I just watched the Video.  You stole that puppy.  for what you paid you got it for way less than the scrap value alone and it appears to be a single phase line connection too.  Congrats on a super great deal!!!!!  I wish I could find someone dumb enough to make that kind of a deal in Florida....  I was amazed when you put out the price as 299, I guess he was in a huge hurry to get out of that building to avoid some kind of legal issue or losing everything to a landlord completely.  Your great grand children will certainly appreciate that machine when you are long long gone.  I am so jealous I can barely stand it.....  Good luck and have fun with the new to you machine!!!!!

Bob


----------



## uncle harry (Aug 24, 2014)

stevewatr said:


> I picked up this old Airco Heliarc welder made by Miller with a water cooled Tig torch, and shot some video. It's way too big for a home shop type like myself, but I wanted to try Tig welding, and the brand name inverters were too much money for me to spend, and I'm told these old units can run forever with a little maintenance.
> 
> [video=youtube_share;sV-_RbWfjZU]http://youtu.be/sV-_RbWfjZU[/video]
> 
> [video=youtube_share;MNBEvudeJuc]http://youtu.be/MNBEvudeJuc[/video]



Great find ! I acquired a P&H Chemetron unit that has features identical to your Miller.  The bad news is it did not come with a torch or any cables.  The good news is I traded a hydraulic cylinder for it which had cost me $ 25.00. Considering that the welder was delivered to my shop free I don't feel too bad.:roflmao:


----------



## stevewatr (Aug 24, 2014)

Rbeckett said:


> I just watched the Video.  You stole that puppy.  for what you paid you got it for way less than the scrap value alone and it appears to be a single phase line connection too.  Congrats on a super great deal!!!!!  I wish I could find someone dumb enough to make that kind of a deal in Florida....  I was amazed when you put out the price as 299, I guess he was in a huge hurry to get out of that building to avoid some kind of legal issue or losing everything to a landlord completely.  Your great grand children will certainly appreciate that machine when you are long long gone.  I am so jealous I can barely stand it.....  Good luck and have fun with the new to you machine!!!!!
> 
> Bob



Hi Bob,
Thanks for the comment, but at the risk of having you wish you could push me down the stairs, $299 was the last listed price on Flebay, he agreed to sell to me for $260 after it failed to sell again. 

Regards,
Steve.

- - - Updated - - -



uncle harry said:


> Great find ! I acquired a P&H Chemetron unit that has features identical to your Miller.  The bad news is it did not come with a torch or any cables.  The good news is I traded a hydraulic cylinder for it which had cost me $ 25.00. Considering that the welder was delivered to my shop free I don't feel too bad.:roflmao:



I may have beaten that deal.

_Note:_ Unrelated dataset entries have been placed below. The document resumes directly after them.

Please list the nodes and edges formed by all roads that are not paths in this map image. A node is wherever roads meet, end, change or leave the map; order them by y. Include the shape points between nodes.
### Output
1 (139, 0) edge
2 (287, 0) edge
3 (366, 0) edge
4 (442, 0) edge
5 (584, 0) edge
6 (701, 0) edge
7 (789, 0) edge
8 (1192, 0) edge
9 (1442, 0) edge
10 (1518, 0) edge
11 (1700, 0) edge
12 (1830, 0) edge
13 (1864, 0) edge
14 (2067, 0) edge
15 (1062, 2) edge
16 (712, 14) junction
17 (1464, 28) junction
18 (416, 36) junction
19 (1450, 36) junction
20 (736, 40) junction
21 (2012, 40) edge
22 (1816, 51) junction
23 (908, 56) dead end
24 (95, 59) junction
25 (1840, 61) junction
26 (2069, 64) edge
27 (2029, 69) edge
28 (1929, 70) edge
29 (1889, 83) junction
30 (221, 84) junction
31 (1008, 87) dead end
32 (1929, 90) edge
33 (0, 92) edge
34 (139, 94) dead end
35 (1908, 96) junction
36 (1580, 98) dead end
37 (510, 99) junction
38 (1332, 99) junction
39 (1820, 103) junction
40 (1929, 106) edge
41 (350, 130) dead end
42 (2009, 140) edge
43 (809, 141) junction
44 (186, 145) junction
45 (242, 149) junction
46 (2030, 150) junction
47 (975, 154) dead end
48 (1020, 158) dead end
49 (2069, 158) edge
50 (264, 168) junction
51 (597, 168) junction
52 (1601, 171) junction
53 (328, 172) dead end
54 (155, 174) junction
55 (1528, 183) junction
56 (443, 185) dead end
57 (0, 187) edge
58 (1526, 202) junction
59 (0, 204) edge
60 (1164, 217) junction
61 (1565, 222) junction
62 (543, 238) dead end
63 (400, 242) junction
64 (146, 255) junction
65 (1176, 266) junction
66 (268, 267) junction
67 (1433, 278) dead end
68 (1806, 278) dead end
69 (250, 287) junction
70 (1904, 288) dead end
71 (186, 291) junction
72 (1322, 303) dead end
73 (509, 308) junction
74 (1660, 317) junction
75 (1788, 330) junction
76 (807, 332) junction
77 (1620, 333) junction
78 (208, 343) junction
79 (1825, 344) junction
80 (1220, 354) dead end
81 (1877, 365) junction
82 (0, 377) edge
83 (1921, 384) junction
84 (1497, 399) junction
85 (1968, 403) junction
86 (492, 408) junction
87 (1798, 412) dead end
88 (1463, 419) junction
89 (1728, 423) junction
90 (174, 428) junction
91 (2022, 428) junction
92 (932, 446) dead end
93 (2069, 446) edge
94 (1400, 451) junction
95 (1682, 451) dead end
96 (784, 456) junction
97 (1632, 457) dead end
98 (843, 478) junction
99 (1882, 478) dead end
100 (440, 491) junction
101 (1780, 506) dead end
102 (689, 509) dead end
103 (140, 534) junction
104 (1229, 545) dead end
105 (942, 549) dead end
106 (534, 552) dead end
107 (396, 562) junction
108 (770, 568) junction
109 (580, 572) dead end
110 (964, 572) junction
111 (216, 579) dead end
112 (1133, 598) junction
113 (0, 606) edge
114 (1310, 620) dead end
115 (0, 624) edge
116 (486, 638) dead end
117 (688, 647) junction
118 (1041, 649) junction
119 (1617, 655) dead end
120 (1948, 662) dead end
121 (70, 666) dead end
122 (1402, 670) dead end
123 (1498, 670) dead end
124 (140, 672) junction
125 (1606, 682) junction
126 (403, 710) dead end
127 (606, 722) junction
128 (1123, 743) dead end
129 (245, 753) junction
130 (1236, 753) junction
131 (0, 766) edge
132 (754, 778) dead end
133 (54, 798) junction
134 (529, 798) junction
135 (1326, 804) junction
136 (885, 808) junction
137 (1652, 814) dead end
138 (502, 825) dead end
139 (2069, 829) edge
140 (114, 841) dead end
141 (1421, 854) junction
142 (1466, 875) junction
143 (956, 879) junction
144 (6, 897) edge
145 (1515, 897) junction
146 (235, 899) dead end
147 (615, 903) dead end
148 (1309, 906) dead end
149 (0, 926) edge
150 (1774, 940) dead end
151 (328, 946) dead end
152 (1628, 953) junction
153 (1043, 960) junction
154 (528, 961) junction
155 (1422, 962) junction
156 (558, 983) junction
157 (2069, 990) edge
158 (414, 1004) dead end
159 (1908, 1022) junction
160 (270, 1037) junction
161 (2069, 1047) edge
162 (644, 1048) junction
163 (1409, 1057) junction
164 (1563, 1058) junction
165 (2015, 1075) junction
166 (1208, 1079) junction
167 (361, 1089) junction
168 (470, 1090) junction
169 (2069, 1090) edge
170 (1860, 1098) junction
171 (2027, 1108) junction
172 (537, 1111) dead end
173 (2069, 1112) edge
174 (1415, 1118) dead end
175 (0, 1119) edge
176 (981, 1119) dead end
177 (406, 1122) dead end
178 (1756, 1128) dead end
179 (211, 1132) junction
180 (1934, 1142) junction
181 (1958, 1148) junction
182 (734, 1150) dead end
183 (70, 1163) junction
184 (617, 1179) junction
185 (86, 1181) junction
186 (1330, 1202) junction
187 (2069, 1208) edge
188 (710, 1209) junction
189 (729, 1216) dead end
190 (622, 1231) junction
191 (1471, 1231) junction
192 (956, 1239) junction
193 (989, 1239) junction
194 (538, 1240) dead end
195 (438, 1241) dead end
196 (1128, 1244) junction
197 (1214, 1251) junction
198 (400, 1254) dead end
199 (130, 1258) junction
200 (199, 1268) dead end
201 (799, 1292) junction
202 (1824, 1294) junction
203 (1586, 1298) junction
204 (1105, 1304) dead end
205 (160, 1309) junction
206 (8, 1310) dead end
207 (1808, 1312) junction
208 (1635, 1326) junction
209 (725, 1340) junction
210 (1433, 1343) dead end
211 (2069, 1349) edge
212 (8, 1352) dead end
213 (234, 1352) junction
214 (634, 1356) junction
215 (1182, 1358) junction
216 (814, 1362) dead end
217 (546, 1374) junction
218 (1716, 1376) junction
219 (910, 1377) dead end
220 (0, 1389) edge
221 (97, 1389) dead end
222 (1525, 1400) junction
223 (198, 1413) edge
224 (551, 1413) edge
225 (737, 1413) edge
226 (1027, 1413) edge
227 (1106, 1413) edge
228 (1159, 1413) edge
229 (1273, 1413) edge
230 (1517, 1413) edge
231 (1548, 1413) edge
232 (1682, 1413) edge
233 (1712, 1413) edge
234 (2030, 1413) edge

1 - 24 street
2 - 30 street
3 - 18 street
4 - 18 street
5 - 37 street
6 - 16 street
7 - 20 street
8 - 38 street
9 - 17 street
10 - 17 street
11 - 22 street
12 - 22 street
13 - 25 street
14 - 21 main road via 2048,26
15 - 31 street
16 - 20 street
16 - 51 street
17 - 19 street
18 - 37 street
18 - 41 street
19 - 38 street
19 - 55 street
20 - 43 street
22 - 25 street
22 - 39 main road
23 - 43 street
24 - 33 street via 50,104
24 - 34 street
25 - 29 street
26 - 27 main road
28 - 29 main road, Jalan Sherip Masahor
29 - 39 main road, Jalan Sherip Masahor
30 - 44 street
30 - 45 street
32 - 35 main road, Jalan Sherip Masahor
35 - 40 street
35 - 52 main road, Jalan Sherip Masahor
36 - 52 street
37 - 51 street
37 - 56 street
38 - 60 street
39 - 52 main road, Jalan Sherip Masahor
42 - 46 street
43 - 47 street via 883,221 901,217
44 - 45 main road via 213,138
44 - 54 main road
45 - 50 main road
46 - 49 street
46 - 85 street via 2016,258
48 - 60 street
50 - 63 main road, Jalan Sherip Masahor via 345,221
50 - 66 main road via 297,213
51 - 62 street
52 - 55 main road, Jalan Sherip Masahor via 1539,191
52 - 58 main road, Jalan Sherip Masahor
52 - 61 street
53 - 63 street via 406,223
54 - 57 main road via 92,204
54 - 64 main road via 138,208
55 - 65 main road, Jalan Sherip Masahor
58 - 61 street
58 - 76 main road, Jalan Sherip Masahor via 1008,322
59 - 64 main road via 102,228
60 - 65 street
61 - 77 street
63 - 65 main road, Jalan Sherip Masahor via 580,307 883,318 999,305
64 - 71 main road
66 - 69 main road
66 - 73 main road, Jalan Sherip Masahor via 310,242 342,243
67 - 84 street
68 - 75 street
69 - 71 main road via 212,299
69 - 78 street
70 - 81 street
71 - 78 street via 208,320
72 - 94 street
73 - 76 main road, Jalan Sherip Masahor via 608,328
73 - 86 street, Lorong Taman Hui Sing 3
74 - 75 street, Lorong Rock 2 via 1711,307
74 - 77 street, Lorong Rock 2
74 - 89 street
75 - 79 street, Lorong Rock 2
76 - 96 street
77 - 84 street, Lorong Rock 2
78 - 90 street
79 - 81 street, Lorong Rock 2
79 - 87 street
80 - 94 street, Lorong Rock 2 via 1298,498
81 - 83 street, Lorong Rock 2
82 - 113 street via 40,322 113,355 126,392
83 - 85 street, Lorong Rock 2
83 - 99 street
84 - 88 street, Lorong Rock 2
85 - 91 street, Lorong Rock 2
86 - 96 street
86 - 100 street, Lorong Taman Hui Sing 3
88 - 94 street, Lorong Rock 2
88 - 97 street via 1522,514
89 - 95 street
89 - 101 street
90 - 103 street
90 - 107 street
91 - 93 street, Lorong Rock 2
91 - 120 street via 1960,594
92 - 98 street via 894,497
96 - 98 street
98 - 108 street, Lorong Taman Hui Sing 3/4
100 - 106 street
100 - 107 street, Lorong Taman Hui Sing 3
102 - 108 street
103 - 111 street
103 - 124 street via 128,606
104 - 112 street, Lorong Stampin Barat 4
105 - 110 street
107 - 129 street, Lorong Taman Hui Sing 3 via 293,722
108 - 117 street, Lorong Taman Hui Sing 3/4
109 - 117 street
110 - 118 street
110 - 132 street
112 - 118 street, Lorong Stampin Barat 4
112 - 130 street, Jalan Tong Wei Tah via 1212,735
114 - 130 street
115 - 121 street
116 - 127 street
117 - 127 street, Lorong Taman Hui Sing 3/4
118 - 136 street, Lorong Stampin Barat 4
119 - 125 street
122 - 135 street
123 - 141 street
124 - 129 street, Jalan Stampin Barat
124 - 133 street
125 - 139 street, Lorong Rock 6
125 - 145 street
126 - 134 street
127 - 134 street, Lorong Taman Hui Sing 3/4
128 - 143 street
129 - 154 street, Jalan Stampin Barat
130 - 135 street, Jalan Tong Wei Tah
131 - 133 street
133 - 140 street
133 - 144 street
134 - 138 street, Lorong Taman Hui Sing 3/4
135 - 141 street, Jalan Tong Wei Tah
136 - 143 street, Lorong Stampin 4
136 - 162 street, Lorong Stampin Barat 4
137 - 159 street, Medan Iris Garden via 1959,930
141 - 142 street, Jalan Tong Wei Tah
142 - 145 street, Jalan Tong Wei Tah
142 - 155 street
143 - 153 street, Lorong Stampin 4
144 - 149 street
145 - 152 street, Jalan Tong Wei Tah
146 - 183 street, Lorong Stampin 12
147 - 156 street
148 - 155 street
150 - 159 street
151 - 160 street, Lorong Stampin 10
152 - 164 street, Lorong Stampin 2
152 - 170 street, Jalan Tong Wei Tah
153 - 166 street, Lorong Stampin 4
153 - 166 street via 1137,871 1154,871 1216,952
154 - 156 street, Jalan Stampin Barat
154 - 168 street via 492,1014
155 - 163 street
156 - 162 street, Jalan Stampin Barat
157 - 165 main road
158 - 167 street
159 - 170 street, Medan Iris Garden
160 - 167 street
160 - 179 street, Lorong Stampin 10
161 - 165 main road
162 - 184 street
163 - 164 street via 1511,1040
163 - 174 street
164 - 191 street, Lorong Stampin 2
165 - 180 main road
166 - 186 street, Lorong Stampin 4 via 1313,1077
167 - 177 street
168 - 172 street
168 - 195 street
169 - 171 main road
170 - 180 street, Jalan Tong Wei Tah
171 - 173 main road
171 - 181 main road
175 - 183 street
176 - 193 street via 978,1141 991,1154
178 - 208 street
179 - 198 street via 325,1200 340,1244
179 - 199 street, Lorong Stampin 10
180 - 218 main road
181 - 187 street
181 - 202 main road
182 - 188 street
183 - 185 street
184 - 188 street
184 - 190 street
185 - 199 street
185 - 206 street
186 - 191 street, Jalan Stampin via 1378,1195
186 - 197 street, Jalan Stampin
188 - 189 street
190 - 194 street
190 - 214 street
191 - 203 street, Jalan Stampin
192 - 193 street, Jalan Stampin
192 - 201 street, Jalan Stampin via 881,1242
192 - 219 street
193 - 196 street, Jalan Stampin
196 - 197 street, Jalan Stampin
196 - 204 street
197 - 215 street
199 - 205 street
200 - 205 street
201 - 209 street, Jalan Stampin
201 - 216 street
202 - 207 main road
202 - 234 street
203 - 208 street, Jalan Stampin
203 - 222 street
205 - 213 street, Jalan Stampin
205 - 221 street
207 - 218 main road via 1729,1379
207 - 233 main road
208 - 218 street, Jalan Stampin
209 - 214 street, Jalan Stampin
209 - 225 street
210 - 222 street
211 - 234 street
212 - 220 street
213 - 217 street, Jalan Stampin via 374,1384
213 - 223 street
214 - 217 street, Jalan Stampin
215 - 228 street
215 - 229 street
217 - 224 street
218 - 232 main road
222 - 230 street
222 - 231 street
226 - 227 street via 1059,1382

What I think happened in my case is the seller did not bother to list all the extras that went with the welder. Tig torch, water cooler,flow meter, all hoses, argon tank, foot pedal, 400 amp stinger, and a lot of leads. With copper wire being so expensive, those thick welding cables are damn expensive. I have my old lincoln AC225 I tried selling on CL. I've been asking $150, but have had no interest. I'm toying with the idea of taking the leads off to use as extensions, and scrapping the rest. It's be a shame, but right now it just sits there doing nothing. Speaking of scrap yards, not a bad idea to make friends with your local guy. Might be able to score some used welding lead wire at about half the cost of new there.

Steve


----------



## Rbeckett (Aug 24, 2014)

You sir are downright dirty thief. and you should be careful and look both ways when you get close to any stairs.  If you ever need help with the correct tungstens or the best way to fab a weldment you can give me a holler just about any time.  I am disabled so I keep my own hours and tend to spend more time on the net at night late and in the early hours of the AM.  if I don't respond immediately I will get back as soon as I spot the message.  With that machine I think you can go as large as one step bigger than 1/8 and as small as .030 with no problems just change out the collet and holder to accept the size you select based on the weld and amps you are planning to use. Most of the collets and holders are kind of a universal fit on the WP series of torch and it looks like you have a WP28 (I'm guessing at that) torch. Damn I'm jealous now you thief!!!! A good guy to learn about TIG from is Jody at Weldingtipsandtricks.com.  I normally do not recommend an offsite place but he does a great job explaining some of the principles and how to do some pretty basic stuff as well as the finer stuff once you get a little practice.  Take a look if you get the time.

Bob


----------



## CGT80 (Nov 11, 2014)

Nice score! 

Here is big welder I use:







It might look familiar to you. It is after all, a Miller 330ab/p. I didn't steal mine though.:greenwithenvy:

In 2000 or 2001, I think my dad found this one on craigs list. It was $1,000 and came with pretty much what yours has, but the cooler isn't anything great. I changed the cooler setup a bit and made a cage for it next to the welder. I haven't skinned the frame yet. The 330 is rated at 460 amps max. I only have a 50 amp 240v circuit to the garage, so 250 amps is the max I can push it. If I run at 250 for a long time it will heat up the breaker. I bought 6/3 cord for mine as well. It would need 104 amps at 240v for full output.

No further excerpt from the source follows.